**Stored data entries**
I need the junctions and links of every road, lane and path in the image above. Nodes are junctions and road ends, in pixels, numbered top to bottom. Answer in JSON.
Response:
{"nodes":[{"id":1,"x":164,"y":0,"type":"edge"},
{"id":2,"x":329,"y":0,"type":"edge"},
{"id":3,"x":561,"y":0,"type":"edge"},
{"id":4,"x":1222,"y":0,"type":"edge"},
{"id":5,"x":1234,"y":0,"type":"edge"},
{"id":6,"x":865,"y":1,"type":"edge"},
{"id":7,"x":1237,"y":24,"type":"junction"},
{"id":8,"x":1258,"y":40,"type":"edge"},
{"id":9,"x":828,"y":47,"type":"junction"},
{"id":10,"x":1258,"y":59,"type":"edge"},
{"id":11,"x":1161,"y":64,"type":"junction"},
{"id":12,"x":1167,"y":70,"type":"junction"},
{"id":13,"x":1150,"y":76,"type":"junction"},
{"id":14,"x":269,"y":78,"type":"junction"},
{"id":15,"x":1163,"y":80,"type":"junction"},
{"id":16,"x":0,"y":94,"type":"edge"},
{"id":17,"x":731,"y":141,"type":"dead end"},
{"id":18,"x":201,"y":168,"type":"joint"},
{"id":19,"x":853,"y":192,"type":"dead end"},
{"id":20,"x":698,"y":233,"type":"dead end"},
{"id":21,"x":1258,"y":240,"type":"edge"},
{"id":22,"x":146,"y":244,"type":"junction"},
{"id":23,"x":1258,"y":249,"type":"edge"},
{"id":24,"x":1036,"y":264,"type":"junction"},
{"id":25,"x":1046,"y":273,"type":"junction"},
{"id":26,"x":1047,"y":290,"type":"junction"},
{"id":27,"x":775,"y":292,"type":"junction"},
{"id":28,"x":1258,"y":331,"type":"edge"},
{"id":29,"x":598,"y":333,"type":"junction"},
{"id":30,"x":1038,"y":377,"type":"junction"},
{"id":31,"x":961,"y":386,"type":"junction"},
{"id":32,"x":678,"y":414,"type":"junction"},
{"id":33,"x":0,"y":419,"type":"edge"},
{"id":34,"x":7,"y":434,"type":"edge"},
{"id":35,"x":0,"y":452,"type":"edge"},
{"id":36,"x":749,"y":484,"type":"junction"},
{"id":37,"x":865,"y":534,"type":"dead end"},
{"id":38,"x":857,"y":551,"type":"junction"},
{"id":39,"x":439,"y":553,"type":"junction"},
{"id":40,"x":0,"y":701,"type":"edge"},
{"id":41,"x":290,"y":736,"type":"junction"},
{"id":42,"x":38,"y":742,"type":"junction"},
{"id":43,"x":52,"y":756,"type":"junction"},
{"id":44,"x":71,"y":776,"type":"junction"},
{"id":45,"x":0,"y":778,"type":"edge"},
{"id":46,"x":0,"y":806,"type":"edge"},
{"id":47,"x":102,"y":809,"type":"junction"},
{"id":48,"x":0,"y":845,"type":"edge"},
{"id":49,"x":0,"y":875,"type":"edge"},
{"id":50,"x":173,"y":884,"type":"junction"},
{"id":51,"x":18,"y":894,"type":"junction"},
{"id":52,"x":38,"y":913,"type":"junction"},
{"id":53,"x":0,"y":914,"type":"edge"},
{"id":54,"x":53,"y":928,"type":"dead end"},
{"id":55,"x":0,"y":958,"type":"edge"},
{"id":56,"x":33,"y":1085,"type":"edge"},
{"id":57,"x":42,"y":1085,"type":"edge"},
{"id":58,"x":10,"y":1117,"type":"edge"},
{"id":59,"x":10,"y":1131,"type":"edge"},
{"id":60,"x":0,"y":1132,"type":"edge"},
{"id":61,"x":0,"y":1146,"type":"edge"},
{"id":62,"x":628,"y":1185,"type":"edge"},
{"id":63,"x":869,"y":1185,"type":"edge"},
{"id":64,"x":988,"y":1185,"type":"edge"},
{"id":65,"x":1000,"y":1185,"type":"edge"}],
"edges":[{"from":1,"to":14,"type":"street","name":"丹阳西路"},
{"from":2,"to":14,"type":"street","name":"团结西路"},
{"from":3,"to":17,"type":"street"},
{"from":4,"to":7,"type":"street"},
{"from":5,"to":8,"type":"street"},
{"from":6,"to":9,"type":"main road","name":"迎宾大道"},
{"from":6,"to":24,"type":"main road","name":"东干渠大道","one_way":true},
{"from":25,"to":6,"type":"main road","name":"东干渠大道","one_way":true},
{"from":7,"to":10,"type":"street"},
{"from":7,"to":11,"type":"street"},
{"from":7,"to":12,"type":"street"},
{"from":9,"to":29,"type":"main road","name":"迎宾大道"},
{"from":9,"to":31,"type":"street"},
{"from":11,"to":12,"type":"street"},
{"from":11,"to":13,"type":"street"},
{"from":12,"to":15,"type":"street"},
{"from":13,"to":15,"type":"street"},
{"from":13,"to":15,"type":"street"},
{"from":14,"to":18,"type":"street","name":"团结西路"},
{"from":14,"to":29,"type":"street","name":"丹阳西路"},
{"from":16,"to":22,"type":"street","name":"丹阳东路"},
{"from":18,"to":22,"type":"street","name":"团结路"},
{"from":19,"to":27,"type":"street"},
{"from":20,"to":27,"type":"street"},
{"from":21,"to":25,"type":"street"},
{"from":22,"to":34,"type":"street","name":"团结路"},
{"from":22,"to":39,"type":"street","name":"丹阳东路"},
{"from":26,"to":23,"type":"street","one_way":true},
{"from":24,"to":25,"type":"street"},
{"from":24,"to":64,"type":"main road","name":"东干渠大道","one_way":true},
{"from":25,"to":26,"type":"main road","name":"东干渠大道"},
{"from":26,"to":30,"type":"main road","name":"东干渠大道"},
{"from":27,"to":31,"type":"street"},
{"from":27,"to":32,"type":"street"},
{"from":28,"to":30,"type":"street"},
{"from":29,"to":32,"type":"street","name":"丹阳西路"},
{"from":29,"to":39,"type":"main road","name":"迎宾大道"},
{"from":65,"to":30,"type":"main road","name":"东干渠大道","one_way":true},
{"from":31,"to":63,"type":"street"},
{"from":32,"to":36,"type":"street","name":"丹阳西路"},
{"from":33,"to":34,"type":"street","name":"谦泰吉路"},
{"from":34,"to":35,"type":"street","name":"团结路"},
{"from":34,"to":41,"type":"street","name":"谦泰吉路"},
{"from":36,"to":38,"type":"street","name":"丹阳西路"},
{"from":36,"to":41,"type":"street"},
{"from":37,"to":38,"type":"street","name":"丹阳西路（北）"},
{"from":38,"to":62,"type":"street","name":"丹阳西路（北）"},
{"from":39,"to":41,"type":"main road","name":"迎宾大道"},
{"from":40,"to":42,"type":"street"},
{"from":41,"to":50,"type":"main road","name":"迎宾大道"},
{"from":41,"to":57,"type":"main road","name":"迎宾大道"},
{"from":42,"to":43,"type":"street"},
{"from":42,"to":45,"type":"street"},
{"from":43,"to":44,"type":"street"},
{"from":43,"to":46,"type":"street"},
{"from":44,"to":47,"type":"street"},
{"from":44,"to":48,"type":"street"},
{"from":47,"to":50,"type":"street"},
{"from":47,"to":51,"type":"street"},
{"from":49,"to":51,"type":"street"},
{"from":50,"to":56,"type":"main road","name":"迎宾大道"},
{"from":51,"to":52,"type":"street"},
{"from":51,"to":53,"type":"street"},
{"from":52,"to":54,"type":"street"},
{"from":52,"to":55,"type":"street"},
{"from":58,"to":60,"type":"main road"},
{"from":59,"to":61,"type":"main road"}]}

**Required action**
Write out the entries above once more, without altering anything.

**Exercise output**
I need the junctions and links of every road, lane and path in the image above. Nodes are junctions and road ends, in pixels, numbered top to bottom. Answer in JSON.
Response:
{"nodes":[{"id":1,"x":164,"y":0,"type":"edge"},
{"id":2,"x":329,"y":0,"type":"edge"},
{"id":3,"x":561,"y":0,"type":"edge"},
{"id":4,"x":1222,"y":0,"type":"edge"},
{"id":5,"x":1234,"y":0,"type":"edge"},
{"id":6,"x":865,"y":1,"type":"edge"},
{"id":7,"x":1237,"y":24,"type":"junction"},
{"id":8,"x":1258,"y":40,"type":"edge"},
{"id":9,"x":828,"y":47,"type":"junction"},
{"id":10,"x":1258,"y":59,"type":"edge"},
{"id":11,"x":1161,"y":64,"type":"junction"},
{"id":12,"x":1167,"y":70,"type":"junction"},
{"id":13,"x":1150,"y":76,"type":"junction"},
{"id":14,"x":269,"y":78,"type":"junction"},
{"id":15,"x":1163,"y":80,"type":"junction"},
{"id":16,"x":0,"y":94,"type":"edge"},
{"id":17,"x":731,"y":141,"type":"dead end"},
{"id":18,"x":201,"y":168,"type":"joint"},
{"id":19,"x":853,"y":192,"type":"dead end"},
{"id":20,"x":698,"y":233,"type":"dead end"},
{"id":21,"x":1258,"y":240,"type":"edge"},
{"id":22,"x":146,"y":244,"type":"junction"},
{"id":23,"x":1258,"y":249,"type":"edge"},
{"id":24,"x":1036,"y":264,"type":"junction"},
{"id":25,"x":1046,"y":273,"type":"junction"},
{"id":26,"x":1047,"y":290,"type":"junction"},
{"id":27,"x":775,"y":292,"type":"junction"},
{"id":28,"x":1258,"y":331,"type":"edge"},
{"id":29,"x":598,"y":333,"type":"junction"},
{"id":30,"x":1038,"y":377,"type":"junction"},
{"id":31,"x":961,"y":386,"type":"junction"},
{"id":32,"x":678,"y":414,"type":"junction"},
{"id":33,"x":0,"y":419,"type":"edge"},
{"id":34,"x":7,"y":434,"type":"edge"},
{"id":35,"x":0,"y":452,"type":"edge"},
{"id":36,"x":749,"y":484,"type":"junction"},
{"id":37,"x":865,"y":534,"type":"dead end"},
{"id":38,"x":857,"y":551,"type":"junction"},
{"id":39,"x":439,"y":553,"type":"junction"},
{"id":40,"x":0,"y":701,"type":"edge"},
{"id":41,"x":290,"y":736,"type":"junction"},
{"id":42,"x":38,"y":742,"type":"junction"},
{"id":43,"x":52,"y":756,"type":"junction"},
{"id":44,"x":71,"y":776,"type":"junction"},
{"id":45,"x":0,"y":778,"type":"edge"},
{"id":46,"x":0,"y":806,"type":"edge"},
{"id":47,"x":102,"y":809,"type":"junction"},
{"id":48,"x":0,"y":845,"type":"edge"},
{"id":49,"x":0,"y":875,"type":"edge"},
{"id":50,"x":173,"y":884,"type":"junction"},
{"id":51,"x":18,"y":894,"type":"junction"},
{"id":52,"x":38,"y":913,"type":"junction"},
{"id":53,"x":0,"y":914,"type":"edge"},
{"id":54,"x":53,"y":928,"type":"dead end"},
{"id":55,"x":0,"y":958,"type":"edge"},
{"id":56,"x":33,"y":1085,"type":"edge"},
{"id":57,"x":42,"y":1085,"type":"edge"},
{"id":58,"x":10,"y":1117,"type":"edge"},
{"id":59,"x":10,"y":1131,"type":"edge"},
{"id":60,"x":0,"y":1132,"type":"edge"},
{"id":61,"x":0,"y":1146,"type":"edge"},
{"id":62,"x":628,"y":1185,"type":"edge"},
{"id":63,"x":869,"y":1185,"type":"edge"},
{"id":64,"x":988,"y":1185,"type":"edge"},
{"id":65,"x":1000,"y":1185,"type":"edge"}],
"edges":[{"from":1,"to":14,"type":"street","name":"丹阳西路"},
{"from":2,"to":14,"type":"street","name":"团结西路"},
{"from":3,"to":17,"type":"street"},
{"from":4,"to":7,"type":"street"},
{"from":5,"to":8,"type":"street"},
{"from":6,"to":9,"type":"main road","name":"迎宾大道"},
{"from":6,"to":24,"type":"main road","name":"东干渠大道","one_way":true},
{"from":25,"to":6,"type":"main road","name":"东干渠大道","one_way":true},
{"from":7,"to":10,"type":"street"},
{"from":7,"to":11,"type":"street"},
{"from":7,"to":12,"type":"street"},
{"from":9,"to":29,"type":"main road","name":"迎宾大道"},
{"from":9,"to":31,"type":"street"},
{"from":11,"to":12,"type":"street"},
{"from":11,"to":13,"type":"street"},
{"from":12,"to":15,"type":"street"},
{"from":13,"to":15,"type":"street"},
{"from":13,"to":15,"type":"street"},
{"from":14,"to":18,"type":"street","name":"团结西路"},
{"from":14,"to":29,"type":"street","name":"丹阳西路"},
{"from":16,"to":22,"type":"street","name":"丹阳东路"},
{"from":18,"to":22,"type":"street","name":"团结路"},
{"from":19,"to":27,"type":"street"},
{"from":20,"to":27,"type":"street"},
{"from":21,"to":25,"type":"street"},
{"from":22,"to":34,"type":"street","name":"团结路"},
{"from":22,"to":39,"type":"street","name":"丹阳东路"},
{"from":26,"to":23,"type":"street","one_way":true},
{"from":24,"to":25,"type":"street"},
{"from":24,"to":64,"type":"main road","name":"东干渠大道","one_way":true},
{"from":25,"to":26,"type":"main road","name":"东干渠大道"},
{"from":26,"to":30,"type":"main road","name":"东干渠大道"},
{"from":27,"to":31,"type":"street"},
{"from":27,"to":32,"type":"street"},
{"from":28,"to":30,"type":"street"},
{"from":29,"to":32,"type":"street","name":"丹阳西路"},
{"from":29,"to":39,"type":"main road","name":"迎宾大道"},
{"from":65,"to":30,"type":"main road","name":"东干渠大道","one_way":true},
{"from":31,"to":63,"type":"street"},
{"from":32,"to":36,"type":"street","name":"丹阳西路"},
{"from":33,"to":34,"type":"street","name":"谦泰吉路"},
{"from":34,"to":35,"type":"street","name":"团结路"},
{"from":34,"to":41,"type":"street","name":"谦泰吉路"},
{"from":36,"to":38,"type":"street","name":"丹阳西路"},
{"from":36,"to":41,"type":"street"},
{"from":37,"to":38,"type":"street","name":"丹阳西路（北）"},
{"from":38,"to":62,"type":"street","name":"丹阳西路（北）"},
{"from":39,"to":41,"type":"main road","name":"迎宾大道"},
{"from":40,"to":42,"type":"street"},
{"from":41,"to":50,"type":"main road","name":"迎宾大道"},
{"from":41,"to":57,"type":"main road","name":"迎宾大道"},
{"from":42,"to":43,"type":"street"},
{"from":42,"to":45,"type":"street"},
{"from":43,"to":44,"type":"street"},
{"from":43,"to":46,"type":"street"},
{"from":44,"to":47,"type":"street"},
{"from":44,"to":48,"type":"street"},
{"from":47,"to":50,"type":"street"},
{"from":47,"to":51,"type":"street"},
{"from":49,"to":51,"type":"street"},
{"from":50,"to":56,"type":"main road","name":"迎宾大道"},
{"from":51,"to":52,"type":"street"},
{"from":51,"to":53,"type":"street"},
{"from":52,"to":54,"type":"street"},
{"from":52,"to":55,"type":"street"},
{"from":58,"to":60,"type":"main road"},
{"from":59,"to":61,"type":"main road"}]}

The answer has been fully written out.